→ What the exercise asks
Print the lines below exactly as written, with none missing.

[Stored items]
*** Begin section ***

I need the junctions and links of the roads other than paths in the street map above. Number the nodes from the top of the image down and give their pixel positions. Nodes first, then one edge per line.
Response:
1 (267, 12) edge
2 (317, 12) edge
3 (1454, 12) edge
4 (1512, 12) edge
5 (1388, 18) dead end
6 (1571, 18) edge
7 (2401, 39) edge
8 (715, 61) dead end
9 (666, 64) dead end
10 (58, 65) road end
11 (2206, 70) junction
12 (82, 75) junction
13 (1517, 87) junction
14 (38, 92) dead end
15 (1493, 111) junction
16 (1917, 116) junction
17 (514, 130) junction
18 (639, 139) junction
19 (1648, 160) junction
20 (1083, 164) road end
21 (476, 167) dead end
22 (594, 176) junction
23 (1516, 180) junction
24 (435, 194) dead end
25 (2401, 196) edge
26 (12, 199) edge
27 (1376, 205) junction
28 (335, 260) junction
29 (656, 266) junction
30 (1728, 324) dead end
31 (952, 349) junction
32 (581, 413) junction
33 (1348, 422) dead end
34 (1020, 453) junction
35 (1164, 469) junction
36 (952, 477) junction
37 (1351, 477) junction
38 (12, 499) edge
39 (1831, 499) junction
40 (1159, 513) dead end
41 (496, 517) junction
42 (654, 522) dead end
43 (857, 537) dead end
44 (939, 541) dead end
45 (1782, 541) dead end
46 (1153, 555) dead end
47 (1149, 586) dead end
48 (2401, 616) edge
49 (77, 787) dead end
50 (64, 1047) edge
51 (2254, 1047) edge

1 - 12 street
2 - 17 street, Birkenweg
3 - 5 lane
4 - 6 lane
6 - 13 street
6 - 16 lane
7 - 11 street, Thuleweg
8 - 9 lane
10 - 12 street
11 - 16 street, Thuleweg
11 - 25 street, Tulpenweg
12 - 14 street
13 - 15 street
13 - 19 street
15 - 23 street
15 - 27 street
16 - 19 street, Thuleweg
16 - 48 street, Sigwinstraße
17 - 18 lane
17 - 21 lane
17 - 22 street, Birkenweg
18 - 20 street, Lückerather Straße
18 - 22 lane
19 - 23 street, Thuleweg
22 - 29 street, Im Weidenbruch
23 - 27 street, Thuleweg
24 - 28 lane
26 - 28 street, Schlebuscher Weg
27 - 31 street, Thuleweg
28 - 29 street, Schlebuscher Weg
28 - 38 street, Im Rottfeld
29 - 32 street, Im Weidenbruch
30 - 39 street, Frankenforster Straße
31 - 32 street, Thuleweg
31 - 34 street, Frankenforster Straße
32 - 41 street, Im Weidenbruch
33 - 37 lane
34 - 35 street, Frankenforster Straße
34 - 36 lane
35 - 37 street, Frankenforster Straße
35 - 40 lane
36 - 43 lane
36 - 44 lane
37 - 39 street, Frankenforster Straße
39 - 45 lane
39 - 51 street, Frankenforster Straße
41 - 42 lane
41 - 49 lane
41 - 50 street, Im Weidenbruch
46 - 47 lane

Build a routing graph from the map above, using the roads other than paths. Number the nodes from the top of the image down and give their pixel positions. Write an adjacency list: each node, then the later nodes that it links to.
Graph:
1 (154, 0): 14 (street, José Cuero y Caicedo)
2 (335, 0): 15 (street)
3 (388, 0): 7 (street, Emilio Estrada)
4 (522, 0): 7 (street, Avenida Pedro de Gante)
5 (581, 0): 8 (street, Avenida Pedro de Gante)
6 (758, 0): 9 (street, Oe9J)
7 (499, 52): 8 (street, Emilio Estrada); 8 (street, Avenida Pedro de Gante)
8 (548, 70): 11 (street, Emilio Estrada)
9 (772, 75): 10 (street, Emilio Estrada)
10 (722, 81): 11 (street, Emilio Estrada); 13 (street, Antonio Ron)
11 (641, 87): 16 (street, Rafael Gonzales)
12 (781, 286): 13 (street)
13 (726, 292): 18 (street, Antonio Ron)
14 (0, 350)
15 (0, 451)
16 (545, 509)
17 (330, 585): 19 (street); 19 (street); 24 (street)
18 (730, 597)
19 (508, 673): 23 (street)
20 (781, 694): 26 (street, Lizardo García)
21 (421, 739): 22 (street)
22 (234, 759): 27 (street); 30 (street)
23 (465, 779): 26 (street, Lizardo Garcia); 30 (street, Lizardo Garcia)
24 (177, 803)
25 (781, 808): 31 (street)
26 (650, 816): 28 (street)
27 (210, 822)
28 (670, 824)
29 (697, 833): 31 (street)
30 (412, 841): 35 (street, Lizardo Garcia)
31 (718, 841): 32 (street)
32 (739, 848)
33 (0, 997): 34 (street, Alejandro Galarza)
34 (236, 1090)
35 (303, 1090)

*** End section ***

→ Task answer
I need the junctions and links of the roads other than paths in the street map above. Number the nodes from the top of the image down and give their pixel positions. Nodes first, then one edge per line.
Response:
1 (267, 12) edge
2 (317, 12) edge
3 (1454, 12) edge
4 (1512, 12) edge
5 (1388, 18) dead end
6 (1571, 18) edge
7 (2401, 39) edge
8 (715, 61) dead end
9 (666, 64) dead end
10 (58, 65) road end
11 (2206, 70) junction
12 (82, 75) junction
13 (1517, 87) junction
14 (38, 92) dead end
15 (1493, 111) junction
16 (1917, 116) junction
17 (514, 130) junction
18 (639, 139) junction
19 (1648, 160) junction
20 (1083, 164) road end
21 (476, 167) dead end
22 (594, 176) junction
23 (1516, 180) junction
24 (435, 194) dead end
25 (2401, 196) edge
26 (12, 199) edge
27 (1376, 205) junction
28 (335, 260) junction
29 (656, 266) junction
30 (1728, 324) dead end
31 (952, 349) junction
32 (581, 413) junction
33 (1348, 422) dead end
34 (1020, 453) junction
35 (1164, 469) junction
36 (952, 477) junction
37 (1351, 477) junction
38 (12, 499) edge
39 (1831, 499) junction
40 (1159, 513) dead end
41 (496, 517) junction
42 (654, 522) dead end
43 (857, 537) dead end
44 (939, 541) dead end
45 (1782, 541) dead end
46 (1153, 555) dead end
47 (1149, 586) dead end
48 (2401, 616) edge
49 (77, 787) dead end
50 (64, 1047) edge
51 (2254, 1047) edge

1 - 12 street
2 - 17 street, Birkenweg
3 - 5 lane
4 - 6 lane
6 - 13 street
6 - 16 lane
7 - 11 street, Thuleweg
8 - 9 lane
10 - 12 street
11 - 16 street, Thuleweg
11 - 25 street, Tulpenweg
12 - 14 street
13 - 15 street
13 - 19 street
15 - 23 street
15 - 27 street
16 - 19 street, Thuleweg
16 - 48 street, Sigwinstraße
17 - 18 lane
17 - 21 lane
17 - 22 street, Birkenweg
18 - 20 street, Lückerather Straße
18 - 22 lane
19 - 23 street, Thuleweg
22 - 29 street, Im Weidenbruch
23 - 27 street, Thuleweg
24 - 28 lane
26 - 28 street, Schlebuscher Weg
27 - 31 street, Thuleweg
28 - 29 street, Schlebuscher Weg
28 - 38 street, Im Rottfeld
29 - 32 street, Im Weidenbruch
30 - 39 street, Frankenforster Straße
31 - 32 street, Thuleweg
31 - 34 street, Frankenforster Straße
32 - 41 street, Im Weidenbruch
33 - 37 lane
34 - 35 street, Frankenforster Straße
34 - 36 lane
35 - 37 street, Frankenforster Straße
35 - 40 lane
36 - 43 lane
36 - 44 lane
37 - 39 street, Frankenforster Straße
39 - 45 lane
39 - 51 street, Frankenforster Straße
41 - 42 lane
41 - 49 lane
41 - 50 street, Im Weidenbruch
46 - 47 lane

Build a routing graph from the map above, using the roads other than paths. Number the nodes from the top of the image down and give their pixel positions. Write an adjacency list: each node, then the later nodes that it links to.
Graph:
1 (154, 0): 14 (street, José Cuero y Caicedo)
2 (335, 0): 15 (street)
3 (388, 0): 7 (street, Emilio Estrada)
4 (522, 0): 7 (street, Avenida Pedro de Gante)
5 (581, 0): 8 (street, Avenida Pedro de Gante)
6 (758, 0): 9 (street, Oe9J)
7 (499, 52): 8 (street, Emilio Estrada); 8 (street, Avenida Pedro de Gante)
8 (548, 70): 11 (street, Emilio Estrada)
9 (772, 75): 10 (street, Emilio Estrada)
10 (722, 81): 11 (street, Emilio Estrada); 13 (street, Antonio Ron)
11 (641, 87): 16 (street, Rafael Gonzales)
12 (781, 286): 13 (street)
13 (726, 292): 18 (street, Antonio Ron)
14 (0, 350)
15 (0, 451)
16 (545, 509)
17 (330, 585): 19 (street); 19 (street); 24 (street)
18 (730, 597)
19 (508, 673): 23 (street)
20 (781, 694): 26 (street, Lizardo García)
21 (421, 739): 22 (street)
22 (234, 759): 27 (street); 30 (street)
23 (465, 779): 26 (street, Lizardo Garcia); 30 (street, Lizardo Garcia)
24 (177, 803)
25 (781, 808): 31 (street)
26 (650, 816): 28 (street)
27 (210, 822)
28 (670, 824)
29 (697, 833): 31 (street)
30 (412, 841): 35 (street, Lizardo Garcia)
31 (718, 841): 32 (street)
32 (739, 848)
33 (0, 997): 34 (street, Alejandro Galarza)
34 (236, 1090)
35 (303, 1090)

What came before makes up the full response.